I've been guilty of perpetuating a myth. Last month I wrote an article in which I said installing insulation, "cavities are filled completely with as little compression as possible." But is compression really such a bad thing? When I posted that same article on Green Building Advisor, commenter Dana Dorsett wrote, "Compression of batts is fine (resulting in a higher R/inch due to the higher density) as long as the cavity is completely filled."

He's right. Compression isn't the problem. Incompletely filled cavities are a problem. Gaps are a problem. But you can compress fiberglass insulation as much as you want. The North American Insulation Manufacturers Association (NAIMA) has a little two-page document about compressing fiberglass insulation (pdf). Here's what they say:

When you compress fiber glass batt insulation, the R-value per inch goes up, but the overall R-value goes down because you have less inches or thickness of insulation.

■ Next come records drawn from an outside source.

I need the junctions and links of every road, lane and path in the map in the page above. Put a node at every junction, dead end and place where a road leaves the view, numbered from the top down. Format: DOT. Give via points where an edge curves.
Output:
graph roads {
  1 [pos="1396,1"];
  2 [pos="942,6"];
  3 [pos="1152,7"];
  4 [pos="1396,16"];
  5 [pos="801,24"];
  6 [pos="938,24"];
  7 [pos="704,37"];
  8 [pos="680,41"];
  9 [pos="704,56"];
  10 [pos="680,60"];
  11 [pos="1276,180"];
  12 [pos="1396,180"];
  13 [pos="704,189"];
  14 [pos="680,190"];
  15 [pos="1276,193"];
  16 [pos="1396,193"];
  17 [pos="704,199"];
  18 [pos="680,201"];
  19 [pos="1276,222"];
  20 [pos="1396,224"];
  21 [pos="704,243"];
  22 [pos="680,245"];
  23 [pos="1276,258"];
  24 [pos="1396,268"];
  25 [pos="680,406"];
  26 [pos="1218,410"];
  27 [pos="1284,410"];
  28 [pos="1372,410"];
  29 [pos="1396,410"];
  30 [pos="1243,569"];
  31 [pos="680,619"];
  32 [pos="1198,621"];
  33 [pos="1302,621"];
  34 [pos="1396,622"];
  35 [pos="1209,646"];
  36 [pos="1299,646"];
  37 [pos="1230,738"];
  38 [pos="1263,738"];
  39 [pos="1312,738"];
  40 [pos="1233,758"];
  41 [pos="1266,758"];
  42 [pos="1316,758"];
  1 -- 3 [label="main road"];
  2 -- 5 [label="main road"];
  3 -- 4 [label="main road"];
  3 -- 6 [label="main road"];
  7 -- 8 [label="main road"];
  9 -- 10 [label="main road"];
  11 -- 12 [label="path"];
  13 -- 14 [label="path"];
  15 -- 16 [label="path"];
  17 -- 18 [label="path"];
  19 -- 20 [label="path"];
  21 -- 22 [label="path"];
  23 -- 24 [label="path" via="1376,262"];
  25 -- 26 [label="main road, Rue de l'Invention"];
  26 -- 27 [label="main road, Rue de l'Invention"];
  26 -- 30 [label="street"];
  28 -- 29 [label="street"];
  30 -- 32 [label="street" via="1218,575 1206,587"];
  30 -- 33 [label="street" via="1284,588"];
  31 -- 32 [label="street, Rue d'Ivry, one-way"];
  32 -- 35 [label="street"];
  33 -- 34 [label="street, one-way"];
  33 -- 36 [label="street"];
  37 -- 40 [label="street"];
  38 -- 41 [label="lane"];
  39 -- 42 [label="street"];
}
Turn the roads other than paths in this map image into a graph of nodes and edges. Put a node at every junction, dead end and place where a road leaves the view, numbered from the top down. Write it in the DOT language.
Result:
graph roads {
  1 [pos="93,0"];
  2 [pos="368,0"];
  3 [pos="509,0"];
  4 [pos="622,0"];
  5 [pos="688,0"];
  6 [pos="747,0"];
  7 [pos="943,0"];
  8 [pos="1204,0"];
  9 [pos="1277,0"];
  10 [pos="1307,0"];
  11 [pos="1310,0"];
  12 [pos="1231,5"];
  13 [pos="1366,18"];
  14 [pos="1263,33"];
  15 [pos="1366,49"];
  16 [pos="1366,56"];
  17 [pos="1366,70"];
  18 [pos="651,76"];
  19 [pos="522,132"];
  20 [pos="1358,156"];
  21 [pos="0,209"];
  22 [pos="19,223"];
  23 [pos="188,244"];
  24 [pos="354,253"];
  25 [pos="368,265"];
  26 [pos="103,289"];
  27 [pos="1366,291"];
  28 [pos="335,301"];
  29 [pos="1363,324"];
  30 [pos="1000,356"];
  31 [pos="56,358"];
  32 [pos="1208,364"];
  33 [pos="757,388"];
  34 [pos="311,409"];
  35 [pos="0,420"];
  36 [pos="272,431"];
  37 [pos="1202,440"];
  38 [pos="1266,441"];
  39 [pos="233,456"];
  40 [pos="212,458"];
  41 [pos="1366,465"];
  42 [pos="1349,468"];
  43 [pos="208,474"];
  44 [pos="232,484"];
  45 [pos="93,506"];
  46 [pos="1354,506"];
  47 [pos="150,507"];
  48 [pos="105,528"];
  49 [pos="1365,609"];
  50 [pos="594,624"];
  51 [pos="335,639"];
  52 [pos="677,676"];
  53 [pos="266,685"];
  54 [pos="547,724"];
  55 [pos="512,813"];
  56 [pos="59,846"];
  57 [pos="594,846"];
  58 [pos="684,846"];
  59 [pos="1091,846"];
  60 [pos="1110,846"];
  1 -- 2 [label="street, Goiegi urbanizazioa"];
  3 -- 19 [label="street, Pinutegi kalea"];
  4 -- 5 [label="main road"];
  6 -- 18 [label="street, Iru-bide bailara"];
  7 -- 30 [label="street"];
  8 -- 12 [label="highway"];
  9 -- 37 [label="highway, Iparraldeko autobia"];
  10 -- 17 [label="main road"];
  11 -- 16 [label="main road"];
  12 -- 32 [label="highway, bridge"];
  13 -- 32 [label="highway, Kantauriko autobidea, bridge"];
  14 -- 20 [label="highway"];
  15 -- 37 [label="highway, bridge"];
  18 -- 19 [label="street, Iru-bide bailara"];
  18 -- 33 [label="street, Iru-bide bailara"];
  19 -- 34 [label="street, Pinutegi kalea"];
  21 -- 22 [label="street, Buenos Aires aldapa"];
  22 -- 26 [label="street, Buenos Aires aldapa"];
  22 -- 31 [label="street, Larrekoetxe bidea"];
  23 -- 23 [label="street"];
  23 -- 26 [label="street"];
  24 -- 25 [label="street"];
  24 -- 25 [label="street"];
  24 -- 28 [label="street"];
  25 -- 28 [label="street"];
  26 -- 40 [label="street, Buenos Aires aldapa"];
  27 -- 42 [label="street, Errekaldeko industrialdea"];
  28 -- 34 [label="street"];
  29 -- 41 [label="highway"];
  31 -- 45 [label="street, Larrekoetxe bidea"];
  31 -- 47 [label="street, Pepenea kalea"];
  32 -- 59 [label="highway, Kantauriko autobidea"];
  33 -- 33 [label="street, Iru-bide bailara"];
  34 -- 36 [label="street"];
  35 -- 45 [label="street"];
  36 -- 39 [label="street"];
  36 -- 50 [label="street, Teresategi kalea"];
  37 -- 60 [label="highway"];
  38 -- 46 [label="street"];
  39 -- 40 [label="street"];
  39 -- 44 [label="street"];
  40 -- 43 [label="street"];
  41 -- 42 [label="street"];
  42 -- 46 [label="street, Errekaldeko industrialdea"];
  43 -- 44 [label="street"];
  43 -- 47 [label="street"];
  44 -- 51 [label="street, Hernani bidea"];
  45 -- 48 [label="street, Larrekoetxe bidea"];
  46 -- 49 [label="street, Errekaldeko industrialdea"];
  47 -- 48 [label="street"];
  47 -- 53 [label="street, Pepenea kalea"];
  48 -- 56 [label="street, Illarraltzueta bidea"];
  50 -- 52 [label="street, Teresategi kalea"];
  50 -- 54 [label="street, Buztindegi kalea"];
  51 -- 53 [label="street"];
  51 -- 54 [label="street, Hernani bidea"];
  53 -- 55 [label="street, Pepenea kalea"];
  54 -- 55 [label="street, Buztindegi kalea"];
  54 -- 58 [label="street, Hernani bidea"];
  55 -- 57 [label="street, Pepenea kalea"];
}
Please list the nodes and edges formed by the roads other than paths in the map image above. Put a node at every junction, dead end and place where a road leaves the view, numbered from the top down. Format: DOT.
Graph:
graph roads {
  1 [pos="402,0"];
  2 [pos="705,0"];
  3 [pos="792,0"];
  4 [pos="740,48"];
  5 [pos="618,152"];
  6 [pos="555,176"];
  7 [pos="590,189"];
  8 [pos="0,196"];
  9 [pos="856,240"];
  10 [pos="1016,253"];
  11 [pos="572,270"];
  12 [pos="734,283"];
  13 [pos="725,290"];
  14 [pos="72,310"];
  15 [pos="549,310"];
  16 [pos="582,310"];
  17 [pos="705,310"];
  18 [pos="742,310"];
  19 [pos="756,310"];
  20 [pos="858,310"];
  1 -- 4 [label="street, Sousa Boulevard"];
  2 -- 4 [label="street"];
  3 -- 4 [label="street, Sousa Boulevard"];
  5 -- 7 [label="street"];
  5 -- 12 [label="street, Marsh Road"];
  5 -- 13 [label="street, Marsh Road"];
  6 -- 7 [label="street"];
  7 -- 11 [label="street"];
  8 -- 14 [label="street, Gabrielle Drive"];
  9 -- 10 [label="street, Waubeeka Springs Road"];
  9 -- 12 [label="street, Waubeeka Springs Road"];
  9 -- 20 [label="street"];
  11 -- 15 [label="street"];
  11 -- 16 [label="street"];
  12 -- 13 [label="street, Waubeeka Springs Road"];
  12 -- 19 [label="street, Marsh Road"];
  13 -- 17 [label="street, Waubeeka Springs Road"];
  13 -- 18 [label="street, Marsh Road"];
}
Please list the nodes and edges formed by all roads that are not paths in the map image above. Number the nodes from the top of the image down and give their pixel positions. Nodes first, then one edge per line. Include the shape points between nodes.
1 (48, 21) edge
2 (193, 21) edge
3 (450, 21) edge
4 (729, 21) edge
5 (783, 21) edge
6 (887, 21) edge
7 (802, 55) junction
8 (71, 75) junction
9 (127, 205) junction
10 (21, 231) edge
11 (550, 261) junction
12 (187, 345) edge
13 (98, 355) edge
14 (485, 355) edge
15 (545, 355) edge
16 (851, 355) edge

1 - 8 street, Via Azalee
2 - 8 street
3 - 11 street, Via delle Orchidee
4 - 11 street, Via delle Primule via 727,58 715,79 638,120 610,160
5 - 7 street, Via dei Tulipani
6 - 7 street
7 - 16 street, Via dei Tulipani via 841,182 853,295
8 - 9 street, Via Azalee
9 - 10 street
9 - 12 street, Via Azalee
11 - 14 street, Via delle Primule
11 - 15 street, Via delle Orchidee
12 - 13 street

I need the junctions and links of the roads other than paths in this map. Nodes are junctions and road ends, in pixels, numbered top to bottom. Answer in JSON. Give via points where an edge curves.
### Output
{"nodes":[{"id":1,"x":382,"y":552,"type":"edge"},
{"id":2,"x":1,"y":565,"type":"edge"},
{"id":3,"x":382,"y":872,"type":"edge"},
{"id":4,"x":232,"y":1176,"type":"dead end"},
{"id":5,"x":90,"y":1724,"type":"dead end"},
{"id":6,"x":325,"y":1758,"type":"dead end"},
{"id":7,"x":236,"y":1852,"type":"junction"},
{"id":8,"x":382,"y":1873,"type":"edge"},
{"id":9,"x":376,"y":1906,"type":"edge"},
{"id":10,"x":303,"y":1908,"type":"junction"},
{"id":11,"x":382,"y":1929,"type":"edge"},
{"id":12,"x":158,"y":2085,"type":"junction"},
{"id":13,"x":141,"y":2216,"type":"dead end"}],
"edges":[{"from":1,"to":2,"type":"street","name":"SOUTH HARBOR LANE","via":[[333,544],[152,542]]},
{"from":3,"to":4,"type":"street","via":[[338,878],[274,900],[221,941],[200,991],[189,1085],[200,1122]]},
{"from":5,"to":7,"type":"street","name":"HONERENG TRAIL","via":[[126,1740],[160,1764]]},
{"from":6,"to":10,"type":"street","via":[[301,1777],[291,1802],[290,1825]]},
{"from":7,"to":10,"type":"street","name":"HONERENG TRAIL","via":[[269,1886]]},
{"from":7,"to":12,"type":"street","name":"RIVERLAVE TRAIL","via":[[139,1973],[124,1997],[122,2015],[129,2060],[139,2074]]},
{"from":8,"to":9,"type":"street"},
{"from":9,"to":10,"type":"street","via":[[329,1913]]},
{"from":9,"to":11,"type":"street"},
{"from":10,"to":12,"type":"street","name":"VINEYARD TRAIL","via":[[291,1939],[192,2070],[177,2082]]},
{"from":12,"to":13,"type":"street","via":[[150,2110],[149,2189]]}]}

They include a general chart for how to tell what your R-value is with different levels of compression. Owens Corning also has a compression chart for R-value (pdf), and here it is:

Owens Corning compressed fiberglass insulation R-value chart

So, you don't get the full R-value on the label, but the insulation still works perfectly well if all you've done is compress it.

Here's something you may not know. The standard R-19 fiberglass batt is 6.25" thick. If you put that batt in a closed 2x6 wall, it will be compressed 0.75" because a 2x6 is 5.5" deep. That means the batt labeled R-19 really gives you R-18 in a closed cavity.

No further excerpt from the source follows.